[§ 122]. By considering the Angles as Saxons under another name (or vice versâ), and by treating the statement as to the existence of Jutes in Hampshire and the Isle of Wight as wholly unhistorical, we get, as a general expression for the Anglo-Germanic immigration, that it consisted of the closely allied tribes of the North-Saxon area, an expression that implies a general uniformity of population. Is there reason to think that the uniformity was absolute?
[§ 123]. The following series of facts, when put together, will prepare us for a fresh train of reasoning concerning the different geographical and ethnological relations of the
immigrants into England, during their previous habitation in Germany.
1. The termination -as is, like the -s in the modern English, the sign of the plural number in Anglo-Saxon.

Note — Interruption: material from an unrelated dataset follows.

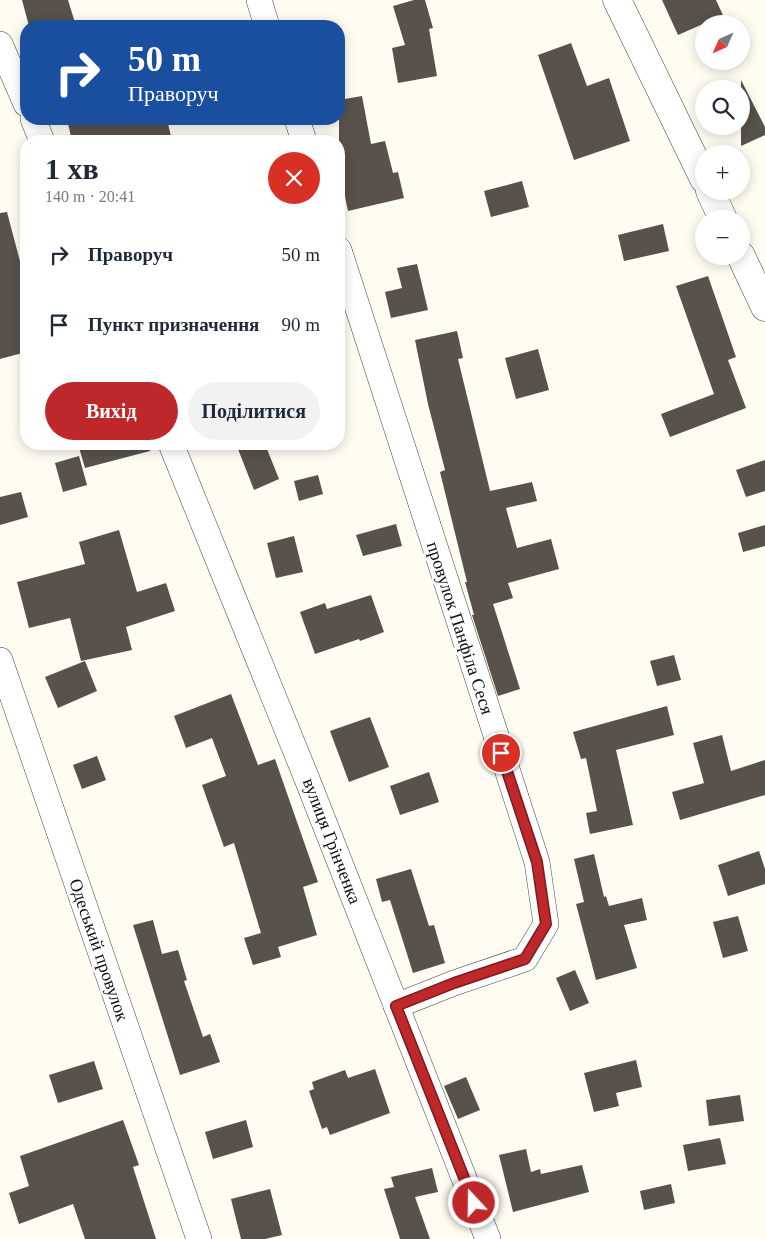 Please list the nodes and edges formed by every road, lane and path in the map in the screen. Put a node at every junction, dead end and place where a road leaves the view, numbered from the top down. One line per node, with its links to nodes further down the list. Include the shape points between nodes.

2. The termination -ing denotes, in the first instance, a certain number of individuals collected together, and united with each other as a clan, tribe, family, household.
3. In doing this, it generally indicates a relationship of a personal or political character. Thus two Baningas might be connected with each other, and (as such) indicated by the same term from any of the following causes—relationship, subordination to the same chief, origin from the same locality, &c.
4. Of these personal connections, the one which is considered to be the commonest is that of descent from a common ancestor, so that the termination -ing in this case, is a real patronymic.
5. Such an ancestor need not be real; indeed, he rarely if ever is so. Like the eponymus of the classical writers, he is the hypothetical, or mythological, progenitor of the clan, sept, or tribe, as the case may be; i.e., as Æolus, Dorus, and Ion to the Æolians, Dorians, and Ionians.
Now, by admitting these facts without limitation, and by applying them freely and boldly to the Germanic population of England, we arrive at the following inferences.
1. That where we meet two (or more) households, families, tribes, clans, or septs of the same name (that name ending in -ing), in different parts of England, we may connect them with each other, either directly or indirectly; directly when we look on the second as an offset from the first; indirectly, when we derive both from some third source.